Try to recall: when was the last time the city did anything for the motorist?
Last week it pumped up the parking fees in the busiest parts of the city, where the presence of cars indicates the greatest need for parking.
Meanwhile, the bicycle infrastructure increases unabated.
Lanes keep appearing, and proposals for more keep popping up, including the city’s pitch for lanes near Vancouver General Hospital, which would take much-needed parking out of the mix for visitors. The city’s response: we might put in a parking lot a few hundred metres away – a nice thing to say, particularly to the elderly.
Bike rental kiosks abound, an overkill initiative certain as the rainy season turns cold to feature rusting, desolate stands – naturally, at the expense of hundreds of parking spaces.

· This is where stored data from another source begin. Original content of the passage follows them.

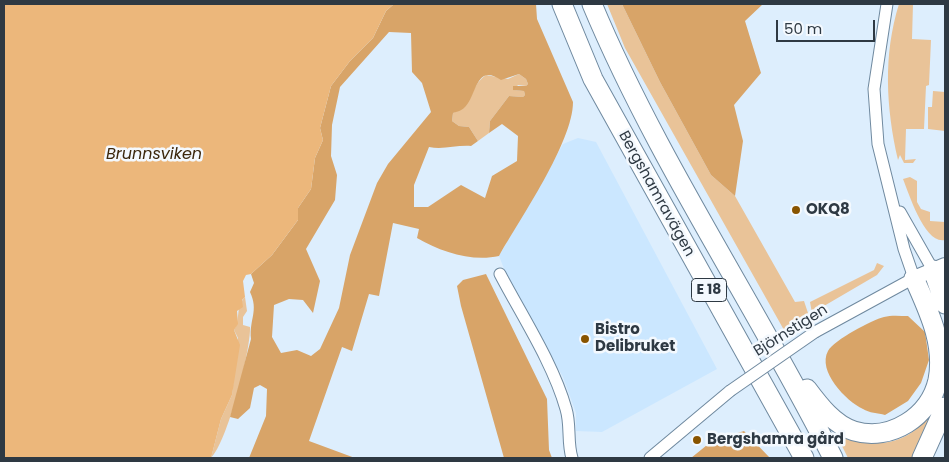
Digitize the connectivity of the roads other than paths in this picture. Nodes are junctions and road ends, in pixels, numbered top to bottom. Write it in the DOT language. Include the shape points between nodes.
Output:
graph roads {
  1 [pos="562,4"];
  2 [pos="592,4"];
  3 [pos="887,4"];
  4 [pos="893,200"];
  5 [pos="939,267"];
  6 [pos="500,274"];
  7 [pos="914,278"];
  8 [pos="945,304"];
  9 [pos="776,350"];
  10 [pos="775,406"];
  11 [pos="945,407"];
  12 [pos="666,444"];
  13 [pos="572,458"];
  14 [pos="650,458"];
  15 [pos="663,458"];
  16 [pos="796,458"];
  17 [pos="804,458"];
  18 [pos="833,458"];
  19 [pos="922,458"];
  1 -- 10 [label="highway, Bergshamravägen / E 18" via="593,79"];
  2 -- 9 [label="highway, Bergshamravägen / E 18" via="648,123"];
  3 -- 4 [label="street" via="874,89 878,144"];
  4 -- 5 [label="street"];
  4 -- 7 [label="street"];
  5 -- 7 [label="street, Björnstigen"];
  5 -- 8 [label="highway"];
  6 -- 13 [label="street" via="567,410"];
  7 -- 9 [label="highway" via="936,330 938,380 928,404 899,428 876,435 854,431 838,423 821,407"];
  7 -- 12 [label="street, Björnstigen, bridge" via="815,332 730,391"];
  9 -- 18 [label="highway, Bergshamravägen / E 18"];
  10 -- 16 [label="highway"];
  10 -- 17 [label="highway, Bergshamravägen / E 18"];
  11 -- 19 [label="highway"];
  12 -- 14 [label="street, Björnstigen"];
  12 -- 15 [label="street"];
}
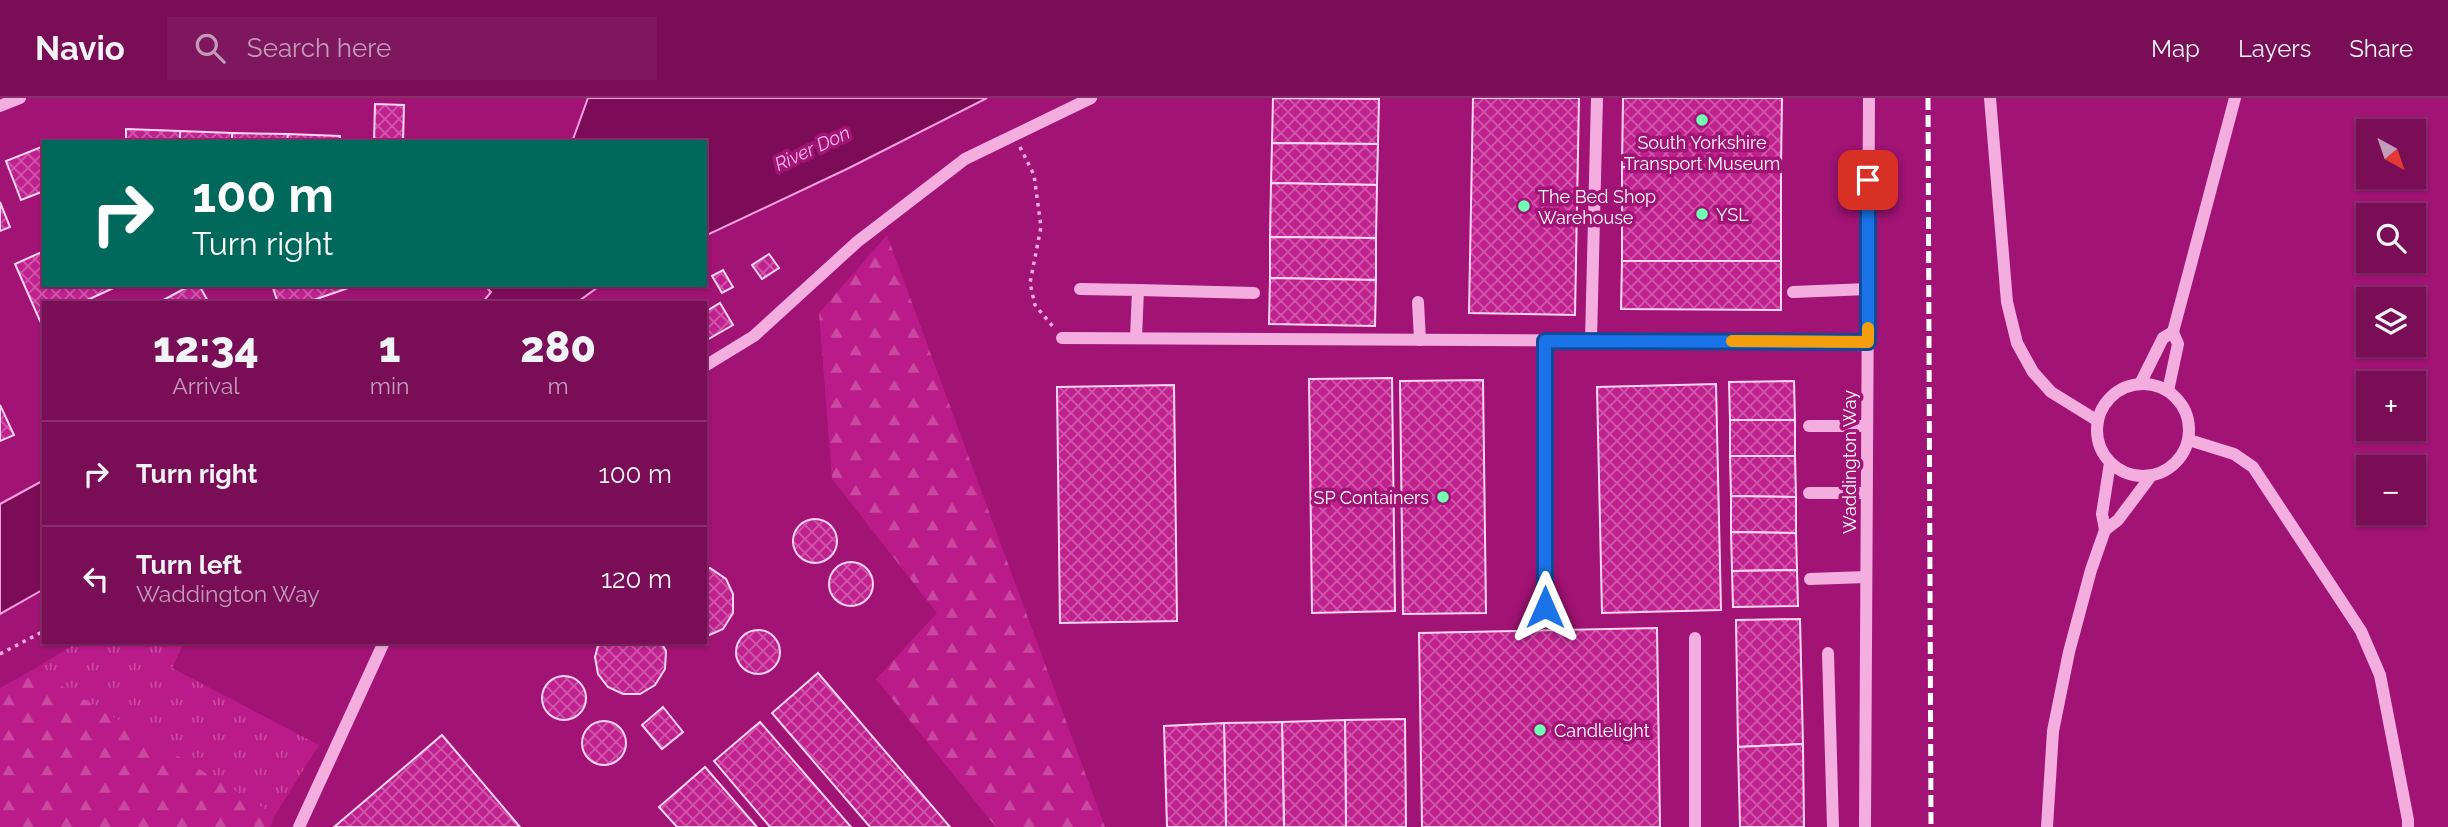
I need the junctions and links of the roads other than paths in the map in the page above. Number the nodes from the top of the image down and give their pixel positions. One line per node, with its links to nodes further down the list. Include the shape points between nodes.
1 (20, 98): 7 (street)
2 (1091, 98): 21 (street, via 965,159 857,242 754,336)
3 (1597, 98): 18 (street)
4 (1869, 98): 9 (street, Waddington Way)
5 (1990, 98): 24 (street, via 2007,302 2017,344 2051,392)
6 (2235, 98): 14 (street)
7 (0, 107)
8 (1080, 289): 10 (street)
9 (1868, 289): 11 (street); 20 (street, Waddington Way)
10 (1138, 290): 12 (street); 16 (street)
11 (1793, 292)
12 (1254, 293)
13 (1418, 302): 17 (street)
14 (2173, 332): 22 (street, via 2163,338); 23 (street, via 2178,344)
15 (1062, 338): 16 (street)
16 (1136, 338): 17 (street)
17 (1420, 340): 19 (street)
18 (1591, 340): 19 (street); 20 (street)
19 (1545, 341): 35 (street)
20 (1868, 342): 26 (street, Waddington Way)
21 (707, 365)
22 (2140, 384): 23 (street); 24 (street, via 2115,393)
23 (2168, 391): 27 (street, via 2184,407)
24 (2098, 421): 28 (street, via 2099,443)
25 (1809, 426): 26 (street)
26 (1867, 426): 31 (street, Waddington Way)
27 (2189, 440): 29 (street, via 2171,468); 44 (street, via 2234,454 2253,467 2361,631 2380,675)
28 (2110, 463): 29 (street, via 2128,474); 32 (street, via 2102,514)
29 (2151, 476): 32 (street)
30 (1809, 493): 31 (street)
31 (1866, 493): 33 (street, Waddington Way)
32 (2105, 530): 43 (street, via 2069,652 2053,731)
33 (1866, 577): 34 (street); 42 (street, Waddington Way)
34 (1810, 579)
35 (1545, 607)
36 (1695, 638): 40 (street)
37 (383, 644): 39 (street)
38 (1828, 653): 41 (street)
39 (299, 827)
40 (1695, 827)
41 (1833, 827)
42 (1865, 827)
43 (2047, 827)
44 (2408, 827)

It doesn’t have to be this way. Rather than an either-or strategy, there are third options.
Other cities have found intelligent ways to make traffic move more effectively – extended lights on certain roads at certain times and co-ordinated lights on the most obvious routes when traffic is highest, among other things. They have invested in better parking apps to reduce the chore of finding a spot and taken seriously the environmental consequence of the idling vehicle.
Vancouver, though, treats the motorist as it would today’s indoor smoker. It correctly encourages cycling but incorrectly discourages driving. In its effort to get people out of their cars, the city is provoking them to get out angrily. This is correctly frightening to the cyclist. The city seems indifferent to the conflict.
This need not be. If the city developed a modern strategy for vehicles, devoid of its ideological bias, it would win over suspicious drivers who feel penalized for the frequent frustration of driving and parking.
The car will not go away. The city is counting on it to fuel finances for transit improvements through mobility pricing. Perhaps the car will become driverless, but even the computers will blow a circuit at what they have to endure if the city does not see traffic effectiveness as a policy priority.